CIDADES
Em família ferroviária de SP, mãe dirige trens enquanto a filha controla os trilhos

Colocadas lado a lado, ninguém diz que são mãe e filha, seus tipos físicos são diferentes. Mas estão inevitavelmente ligadas pelo sangue, pelo afeto e pelos trilhos: a mãe é maquinista e a filha controla o tráfego de trens em São Paulo e Região Metropolitana.
Ivanilda Almeida de Souza, 49 anos, “pilota” composições da Companhia Paulista de Trens Metropolitanos (CPTM); a filha, Isabelle Souza Pereira, 26 anos, é supervisora do Centro de Controle Operacional (CCO) das linhas 8-Diamante e 9-Esmeralda.
Ambas são pioneiras: a mãe, que entrou na CPTM passando em concurso para bilheteira, é uma das primeiras maquinistas da empresa, atua há 25 anos; a filha é a primeira mulher a supervisionar a operação de duas linhas responsáveis por transportar 1 milhão de pessoas por dia.
A mãe, caçula de oito filhos, nasceu e mora em Osasco, na divisa com Carapicuíba, cidades vizinhas de São Paulo. Teve seus perrengues e fez seus corres. Chegou a viver num barraco no Jardim Aliança. Mas foi à luta e, durante a entrevista, vai listando os dois cursos superiores e a pós-graduação. É quando a filha interrompe o depoimento da mãe pela primeira vez.
O poder feminino de “pilotar” um trem
“Ela não gosta de falar, mas é preciso pontuar: essa época foi muito difícil. No concurso do metrô, ela teve que escolher entre pagar a inscrição e comprar outras coisas. Teve força de vontade em arriscar, querendo evoluir. Abriu mão de algo para galgar novos espaços”, relata a filha.
Concursada, a vida da mãe começou a mudar. O casal de filhos foi para uma boa escola conveniada, logo Nilda fez concurso interno, passou a maquinista e saiu da favela. “Como eu sempre trabalhei por escala, ia trabalhar de madrugada deixando criança com três meses. Graças a Deus, contei com uma rede de apoio com mãe, irmãs.”
Em 2018, fica sabendo de oportunidade em concurso para maquinista e avisa a filha, que passa na seletiva. Agora, as duas dirigiam trens. Isabelle passou a vivenciar sensações conhecidas da mãe, como “quando nasce o sol e você está levando aquele monte de gente que vai para a escola, para o trabalho, ajudando a construir a cidade. Eu me sinto muito poderosa”.
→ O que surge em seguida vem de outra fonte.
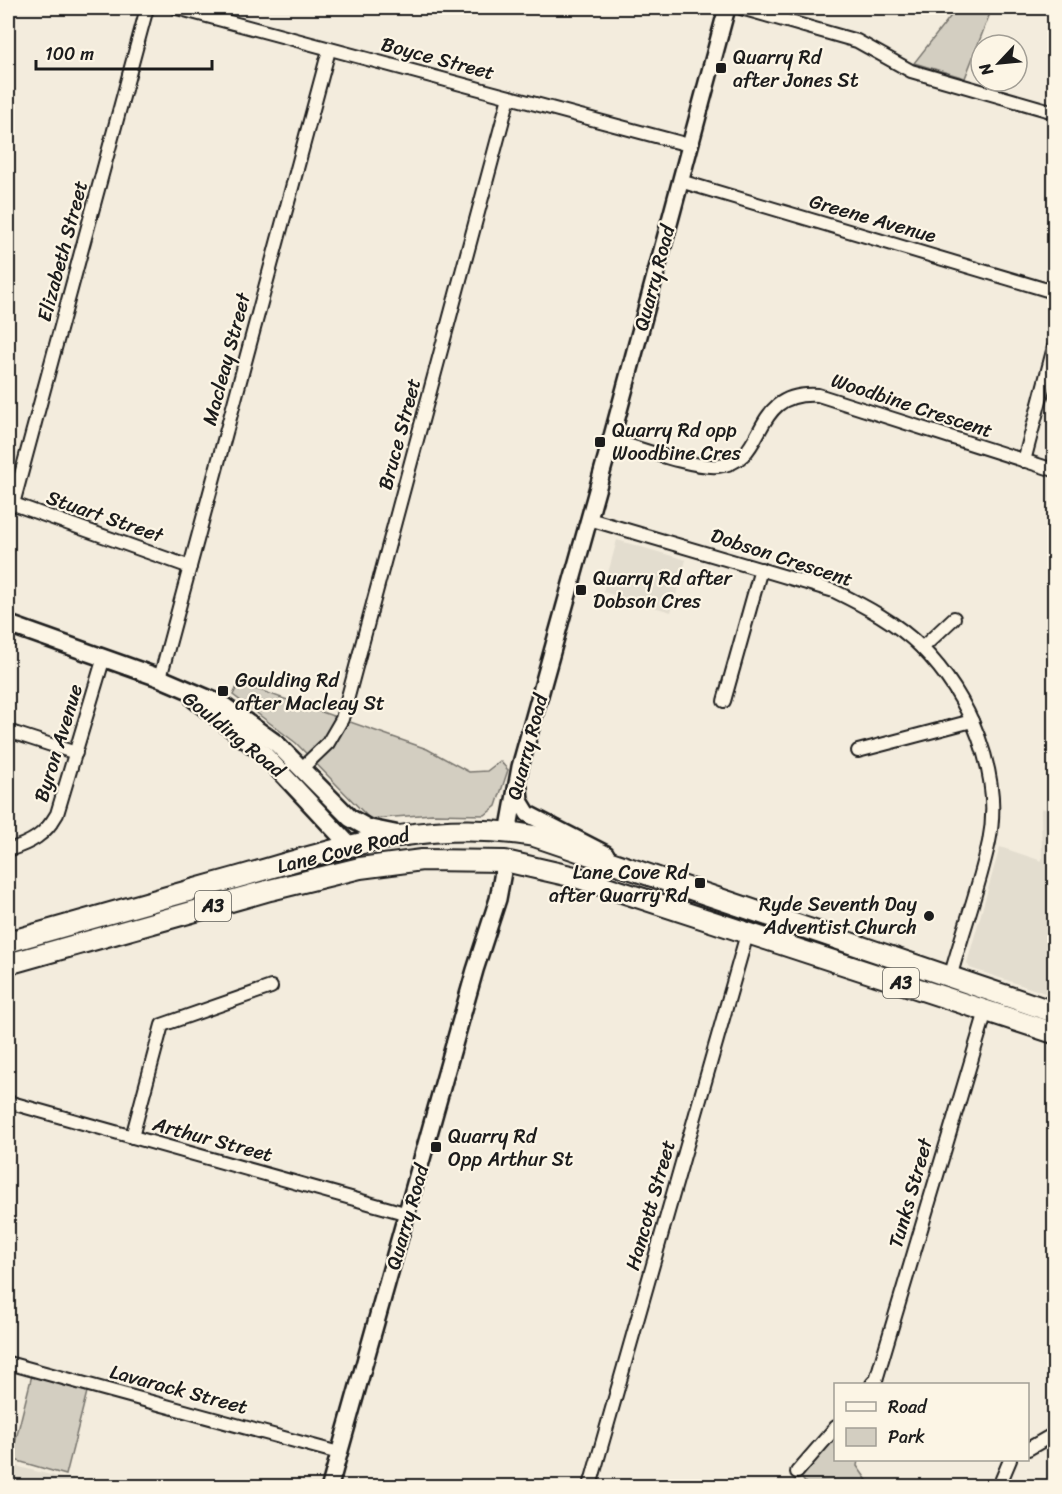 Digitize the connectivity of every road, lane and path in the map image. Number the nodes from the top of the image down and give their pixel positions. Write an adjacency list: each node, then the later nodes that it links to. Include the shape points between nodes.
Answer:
1 (147, 8): 15 (street, Elizabeth Street)
2 (177, 8): 5 (street, Boyce Street)
3 (727, 8): 8 (street, Quarry Road)
4 (741, 8): 7 (street, via 856,41 911,71)
5 (329, 50): 6 (street, Boyce Street); 17 (street, Macleay Street)
6 (509, 97): 8 (street, Boyce Street); 30 (street, Bruce Street, via 342,719 331,738)
7 (1054, 112)
8 (689, 145): 9 (street, Quarry Road)
9 (680, 181): 10 (street, Greene Avenue); 12 (street, Quarry Road)
10 (1054, 292)
11 (1054, 347): 13 (street)
12 (611, 441): 13 (street, Woodbine Crescent, via 706,466 728,464 753,444 763,422 779,404 787,398 808,394); 16 (street, Quarry Road)
13 (1024, 461): 14 (street, Woodbine Crescent)
14 (1054, 471)
15 (10, 503): 17 (street, Stuart Street)
16 (589, 519): 18 (street, Dobson Crescent); 29 (street, Quarry Road)
17 (190, 567): 23 (street, Macleay Street)
18 (761, 569): 21 (street, Dobson Crescent, via 834,591 859,603); 24 (street)
19 (954, 618): 21 (street)
20 (8, 624): 22 (main road, Goulding Road)
21 (922, 648): 25 (street, Dobson Crescent, via 950,683)
22 (104, 657): 23 (main road, Goulding Road); 28 (street, Byron Avenue)
23 (160, 678): 30 (main road, Goulding Road, via 233,711 277,744)
24 (724, 701)
25 (972, 721): 27 (street); 41 (street, Dobson Crescent, via 990,788 989,841)
26 (8, 731): 28 (street)
27 (858, 751)
28 (76, 753): 34 (street, Byron Avenue, via 57,814 48,829 36,840)
29 (520, 767): 31 (street, Quarry Road); 37 (street, via 520,801 528,814 582,840)
30 (296, 774): 32 (main road, Goulding Road, via 354,821 376,831); 33 (main road, Goulding Road)
31 (508, 832): 32 (highway, Lane Cove Road / A3, via 452,829); 36 (highway, Quarry Road); 37 (highway, Lane Cove Road / A3, via 534,836)
32 (399, 834): 33 (highway, Lane Cove Road / A3)
33 (350, 846): 35 (highway, via 365,853); 39 (highway, Lane Cove Road / A3)
34 (8, 850)
35 (422, 860): 36 (highway, Lane Cove Road / A3); 40 (highway, Lane Cove Road / A3, via 323,876)
36 (505, 861): 38 (highway, Lane Cove Road / A3, via 579,878); 48 (street, Quarry Road, via 498,899)
37 (627, 868): 41 (highway, Lane Cove Road / A3)
38 (747, 934): 43 (highway, Lane Cove Road / A3); 58 (street, Hancott Street)
39 (8, 942)
40 (8, 964)
41 (950, 978): 44 (highway, Lane Cove Road / A3)
42 (271, 987): 47 (street, via 162,1025)
43 (986, 1011): 45 (highway, Lane Cove Road / A3); 50 (street, Tunks Street)
44 (1054, 1012)
45 (1054, 1034)
46 (8, 1102): 47 (street, Arthur Street)
47 (132, 1137): 48 (street, Arthur Street)
48 (408, 1214): 54 (street, Quarry Road)
49 (8, 1364): 54 (street, Lavarack Street)
50 (873, 1383)
51 (834, 1429): 56 (street)
52 (1054, 1434): 53 (street)
53 (1029, 1448)
54 (339, 1454): 57 (street, Quarry Road)
55 (1010, 1461): 59 (street)
56 (797, 1472)
57 (330, 1486)
58 (590, 1486)
59 (999, 1486)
A filha vai na mesma linha. “É um poder incrível. O importante é a representatividade: éramos seis maquinistas entre mais de duzentos condutores. Eu era a mais nova, tinha 19 anos. Eles me chamavam de neném. No Uber, perguntavam se eu era estagiária, eu respondia que não, era maquinista. As pessoas não acreditavam”.
“Nilda, sua filha está falando no rádio”
Nos dez meses em que Isabelle atuou como maquinista, ouvia pelo rádio as conversas dos controladores e ficava fascinada. “Sou uma pessoa muito analítica e imaginava como era incrível controlar tudo aquilo, os trens, as pessoas, a manutenção, os seguranças”.
Não deu outra: foi para o Centro de Controle Operacional (CCO), inicialmente no controle de tráfego. Adorou aquela sala com gente usando fone de ouvido, monitorando dezenas de telas, às voltas com gráficos e sinais coloridos da operação. Isabella passou a falar pelo rádio, enquanto a mãe ouvia do trem.
A relação direta no trabalho durou pouco. Mas isso, claro, não as afastou, até porque moram juntas até hoje. E juntas irão, com outros familiares, fazer um churrasco de Dia das Mães no parque Cemucam, localizado na rodovia Raposo Tavares, que sempre frequentaram – quando criança, a mãe ia a pé de Carapicuíba até lá.
Dia das Mães no parque
O único momento em que a filha chora e a mãe segura a emoção é quando lembram que, pela primeira vez, passarão o Dia das Mães sem a avó, falecida recentemente. Mas essa tristeza é um sentimento natural, e elas logo retomam a entrevista.
A mãe deve se aposentar em breve. A filha, que faz faculdade de programação de computadores, quer seguir adiante. Os degraus superiores da carreira estão na ponta da língua de Isabelle. Mesmo que dona Nilda se aposente enquanto a filha avança, continuarão juntas no corre social.
Dona Nilda é envolvida em projetos, sobretudo de combate à violência contra mulheres. “Desde a primeira vez que ouvi uma mulher e ela me contou que só precisava de alguém para falar, percebi que era um caminho para mim. É muito emocionante, gratificante poder ajudar”. A filha acompanha a mãe em mais esta trilha. Ou seria trilho?